36Offence relating to a decision causing a financial institution to failU.K.

(1)A person (“S”) commits an offence if—

(a)at a time when S is a senior manager in relation to a financial institution (“F”), S—

(i)takes, or agrees to the taking of, a decision by or on behalf of F as to the way in which the business of a group institution is to be carried on, or

(ii)fails to take steps that S could take to prevent such a decision being taken,

(b)at the time of the decision, S is aware of a risk that the implementation of the decision may cause the failure of the group institution,

(c)in all the circumstances, S's conduct in relation to the taking of the decision falls far below what could reasonably be expected of a person in S's position, and

(d)the implementation of the decision causes the failure of the group institution.

(2)A “group institution”, in relation to a financial institution (“F”), means F or any other financial institution that is a member of F's group for the purpose of FSMA 2000 (see section 421 of that Act).

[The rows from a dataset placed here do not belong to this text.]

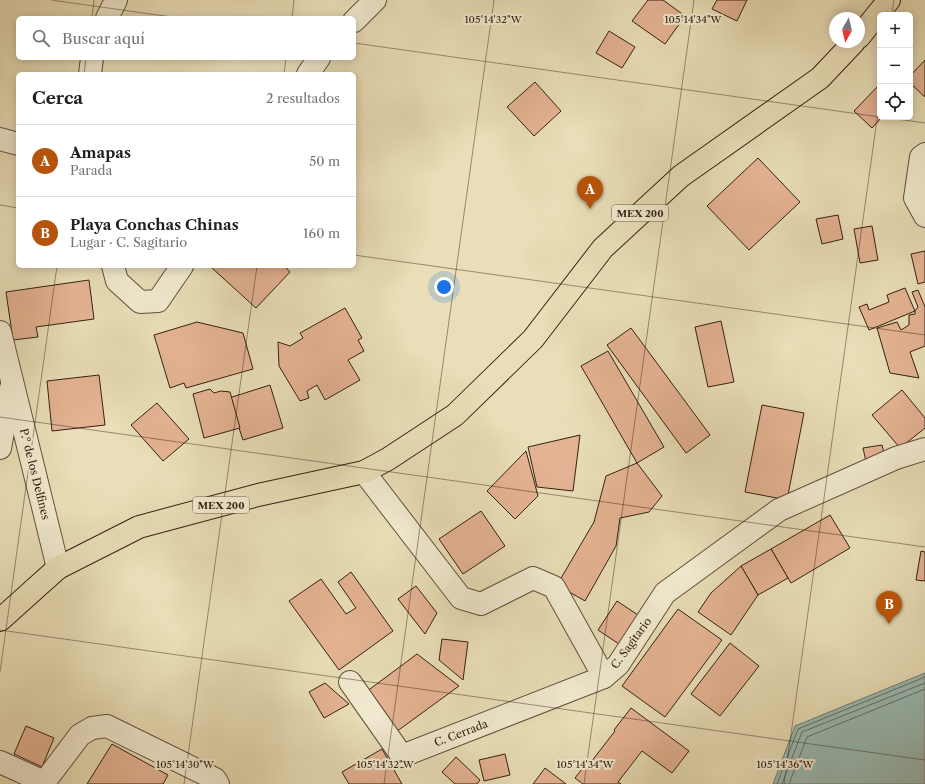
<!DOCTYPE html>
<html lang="es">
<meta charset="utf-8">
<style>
body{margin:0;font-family:"Libre Caslon Text",serif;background:#f6f6f6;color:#202124}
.controls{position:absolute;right:12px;top:12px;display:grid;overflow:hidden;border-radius:6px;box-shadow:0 2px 10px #0003}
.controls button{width:36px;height:36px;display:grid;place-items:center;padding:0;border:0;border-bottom:1px solid #e0e0e0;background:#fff;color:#202124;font:20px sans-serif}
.compass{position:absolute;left:829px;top:12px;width:36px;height:36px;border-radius:50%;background:#fff;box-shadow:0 2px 10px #0003;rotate:188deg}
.you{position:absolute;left:444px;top:287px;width:14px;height:14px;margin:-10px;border:3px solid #fff;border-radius:50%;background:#1a73e8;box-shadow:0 0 0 6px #1a73e833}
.badge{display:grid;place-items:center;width:26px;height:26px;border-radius:50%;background:#b45309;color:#fff;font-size:13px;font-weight:700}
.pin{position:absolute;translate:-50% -33px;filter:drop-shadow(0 1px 2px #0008)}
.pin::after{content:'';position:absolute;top:21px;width:14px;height:12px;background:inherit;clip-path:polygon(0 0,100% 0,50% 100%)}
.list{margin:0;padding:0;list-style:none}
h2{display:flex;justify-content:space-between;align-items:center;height:52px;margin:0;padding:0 16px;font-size:17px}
h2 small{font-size:13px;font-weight:400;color:#757577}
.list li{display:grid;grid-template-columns:26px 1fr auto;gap:12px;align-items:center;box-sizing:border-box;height:72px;padding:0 16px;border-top:1px solid #e0e0e0}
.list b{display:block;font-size:15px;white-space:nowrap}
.list p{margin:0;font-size:13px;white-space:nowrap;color:#757577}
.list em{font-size:13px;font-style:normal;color:#757577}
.icon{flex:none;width:22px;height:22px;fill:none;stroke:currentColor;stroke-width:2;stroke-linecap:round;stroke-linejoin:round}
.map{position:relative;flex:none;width:925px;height:784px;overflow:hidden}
.search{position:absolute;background:#fff;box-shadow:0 2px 10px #0003;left:16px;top:16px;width:340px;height:44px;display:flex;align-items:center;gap:10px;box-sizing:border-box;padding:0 14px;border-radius:6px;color:#757577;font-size:15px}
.panel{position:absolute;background:#fff;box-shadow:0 2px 10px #0003;left:16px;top:72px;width:340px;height:196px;border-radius:6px}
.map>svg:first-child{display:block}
</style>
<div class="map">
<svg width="925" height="784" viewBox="0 0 925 784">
<rect width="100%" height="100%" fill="#e9deb7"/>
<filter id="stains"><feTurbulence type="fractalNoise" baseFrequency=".005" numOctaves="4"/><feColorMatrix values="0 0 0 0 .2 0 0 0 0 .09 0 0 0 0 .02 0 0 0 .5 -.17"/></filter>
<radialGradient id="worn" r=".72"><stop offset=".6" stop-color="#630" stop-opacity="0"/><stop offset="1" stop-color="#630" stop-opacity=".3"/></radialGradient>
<!-- water -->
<path fill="#99bbb5" stroke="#717d74" d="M925,673V784H773L795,726Z"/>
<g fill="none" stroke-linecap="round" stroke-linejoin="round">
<!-- shore -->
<g stroke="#666e64" stroke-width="1">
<path d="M777,784L798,729L925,677"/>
<path d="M782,784L802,732L925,683"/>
<path d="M789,784L807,737L925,689"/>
</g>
</g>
<!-- building -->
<g fill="#e4b393" stroke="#342112">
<path d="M648,0H663L685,16L665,44L632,21Z"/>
<path d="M717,0H747L737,21L712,9Z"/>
<path d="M609,31L635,47L622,68L596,53Z"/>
<path d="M925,60V97L910,83V76Z"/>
<path d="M535,82L561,111L534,136L507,107Z"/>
<path d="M879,85L880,86V117H882L872,128L854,111Z"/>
<path d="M758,158L800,202L749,250L707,206Z"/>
<path d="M838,215L843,239L822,244L816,219Z"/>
<path d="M872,226L878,260L860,263L854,229Z"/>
<path d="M925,251V282L918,284L911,254Z"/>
<path d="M213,266H284L290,272L256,308L212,268Z"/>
<path d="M89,280L94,319L36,327L38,337L13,340L6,292Z"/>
<path d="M905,288L915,311L869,330L859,307L867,304L869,310L889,302L887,295Z"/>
<path d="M918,290L925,307V346L910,352L919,378L890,373L877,328L897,322L901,330L909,325V315L915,314V311L918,307L912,292Z"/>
<path d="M345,308L362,338L358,340L364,351L348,360L360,380L325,400L317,385L307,391L309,398L300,401L279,366L278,342L290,346L303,338L300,333Z"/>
<path d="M721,321L734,382L708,387L695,327Z"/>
<path d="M197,322L243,333L253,369L186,388L184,383L170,388L154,335Z"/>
<path d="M631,328L710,435L686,453L607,345Z"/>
<path d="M608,351L664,447L637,463L581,366Z"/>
<path d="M99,375L105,425L52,431L47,381Z"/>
<path d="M270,385L283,428L243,440L229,398Z"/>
<path d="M210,389L214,393L221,391L230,392L240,428L204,438L193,394Z"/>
<path d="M902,390L925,418V428L900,448L872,415Z"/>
<path d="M157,403L189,439L163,461L131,425Z"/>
<path d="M762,405L804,413L787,500L745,492Z"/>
<path d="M580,435L573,491L537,487L528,447Z"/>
<path d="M882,445L886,462L867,466L863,448Z"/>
<path d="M526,451L538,496L515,519L487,491Z"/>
<path d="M637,463L662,496L649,512L620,518L616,546L585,601L557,585L594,522L606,476Z"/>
<path d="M481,511L505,546L463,574L439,539Z"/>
<path d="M830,515L850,548L791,583L771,549Z"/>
<path d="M771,549L788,578L758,595L741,566Z"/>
<path d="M921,551L925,552V581L916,580Z"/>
<path d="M741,566L758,595L731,635L698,612L711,593Z"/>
<path d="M351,572L393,631L339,670L289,601L321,579L346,614L356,608L338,582Z"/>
<path d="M416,586L437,613L425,634L398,599Z"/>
<path d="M617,601L638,615L619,644L598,630Z"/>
<path d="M678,609L722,640L665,717L622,686Z"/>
<path d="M442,639L468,642L463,680L439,660Z"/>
<path d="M730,643L759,666L720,716L691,694Z"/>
<path d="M417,654L459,686L396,732L366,692Z"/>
<path d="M325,683L349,704L324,718L309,692Z"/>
<path d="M631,708L689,751L672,773L642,751L618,782L621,784H583L575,778L589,760L591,762L615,731L614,730Z"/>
<path d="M26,726L54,738L42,767L14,754Z"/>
<path d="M112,744L168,775L163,784H87Z"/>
<path d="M382,749L402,784H349L342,772Z"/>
<path d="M505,754L510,775L484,781L479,760Z"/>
<path d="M456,757L480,780L477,784H455L442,772Z"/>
<path d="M545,768L566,784H533Z"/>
</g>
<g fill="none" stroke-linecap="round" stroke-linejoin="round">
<!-- street casing -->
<g stroke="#61503b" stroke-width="24">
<g id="street">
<path d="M107,18L116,0"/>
<path d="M354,21L375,0"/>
<path d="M90,74L92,58"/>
<path d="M308,74L319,58"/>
<path d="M0,139L18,144"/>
<path d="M925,154L921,157L915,198L925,216"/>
<path d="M113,266L117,281L140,302L158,301L182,266"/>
<path d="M0,332L58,568"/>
<path d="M0,448L11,388"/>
<path d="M364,472L461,598L481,604L533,578L554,587L604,677L618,665L665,593L779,510L896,458L925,449"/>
<path d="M350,682L402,756L604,677"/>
<path d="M0,762L44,782"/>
<path d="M43,784L80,735L92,728L107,726L215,779L218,784"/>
</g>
</g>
<!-- highway casing -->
<g stroke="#342112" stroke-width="24">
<g id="highway">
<path d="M859,37L889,0"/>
<path d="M0,620L58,568L139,527L258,495L364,472L388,459L455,415L533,339L603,248L681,176L820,78L854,42"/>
</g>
</g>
<!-- street -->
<use href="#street" stroke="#f1ead0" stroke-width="22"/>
<!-- highway -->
<use href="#highway" stroke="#e9deb7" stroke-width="22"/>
</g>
<!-- ticks -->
<path fill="none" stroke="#342112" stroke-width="1" stroke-opacity="0.45" d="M51,0L179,18M892,15L894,0M92,18L94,0M292,18L294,0M354,43L880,117M84,74L86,58M284,74L286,58M883,117L925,123M0,205L18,208M354,255L925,335M0,417L925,547M0,630L925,760M0,672L57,266M184,784L257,266M384,784L494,0M584,784L694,0M784,784L880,98"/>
<g text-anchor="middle" stroke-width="4" stroke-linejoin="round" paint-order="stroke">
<!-- shield labels -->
<g fill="#f1ead0" stroke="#6d5d4b" stroke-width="1">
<rect x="612" y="205" width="56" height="16" rx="3"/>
<rect x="193" y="497" width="56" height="16" rx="3"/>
</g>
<g font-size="10" font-weight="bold" fill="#342112">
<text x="640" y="217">MEX 200</text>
<text x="221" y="509">MEX 200</text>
</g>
<!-- street labels -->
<g font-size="11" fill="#342112" stroke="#f1ead0">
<text transform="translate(35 474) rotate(76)" y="4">P.º de los Delfines</text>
<text transform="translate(631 643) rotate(-54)" y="4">C. Sagitario</text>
<text transform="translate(461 733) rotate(-21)" y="4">C. Cerrada</text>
</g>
</g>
<g font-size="10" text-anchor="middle" fill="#342112" stroke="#f1ead0" stroke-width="4" stroke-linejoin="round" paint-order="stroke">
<text x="493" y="23">105°14'32"W</text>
<text x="693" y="23">105°14'34"W</text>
<text x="185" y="768">105°14'30"W</text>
<text x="385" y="768">105°14'32"W</text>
<text x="585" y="768">105°14'34"W</text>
<text x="785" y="768">105°14'36"W</text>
</g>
<rect width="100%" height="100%" filter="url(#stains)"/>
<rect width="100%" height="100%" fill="url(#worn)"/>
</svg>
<div class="controls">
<button>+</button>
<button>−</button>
<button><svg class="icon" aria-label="locate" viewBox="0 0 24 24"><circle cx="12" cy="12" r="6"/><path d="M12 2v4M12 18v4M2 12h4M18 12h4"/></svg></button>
</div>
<svg class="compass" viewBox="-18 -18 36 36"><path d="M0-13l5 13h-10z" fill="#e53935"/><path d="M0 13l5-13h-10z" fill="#757577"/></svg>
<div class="you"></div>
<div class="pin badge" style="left:590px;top:209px">A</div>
<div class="pin badge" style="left:889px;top:624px">B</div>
<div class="search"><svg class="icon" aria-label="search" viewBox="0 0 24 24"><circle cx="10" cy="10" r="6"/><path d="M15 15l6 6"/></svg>Buscar aquí</div>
<section class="panel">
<h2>Cerca<small>2 resultados</small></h2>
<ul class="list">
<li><span class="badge">A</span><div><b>Amapas</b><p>Parada</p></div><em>50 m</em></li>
<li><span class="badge">B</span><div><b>Playa Conchas Chinas</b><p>Lugar · C. Sagitario</p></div><em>160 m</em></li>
</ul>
</section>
</div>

(3)Subsections (1) and (2) are to be read with the interpretative provisions in section 37.

(4)A person guilty of an offence under this section is liable—

(a)on summary conviction—

(i)in England and Wales, to imprisonment for a term not exceeding [F1the general limit in a magistrates’ court] (or 6 months, if the offence was committed before [F22 May 2022]) or a fine, or both;

(ii)in Scotland, to imprisonment for a term not exceeding 12 months or a fine not exceeding the statutory maximum, or both;

(iii)in Northern Ireland, to imprisonment for a term not exceeding 6 months or a fine not exceeding the statutory maximum, or both;

(b)on conviction on indictment, to imprisonment for a term not exceeding 7 years or a fine, or both.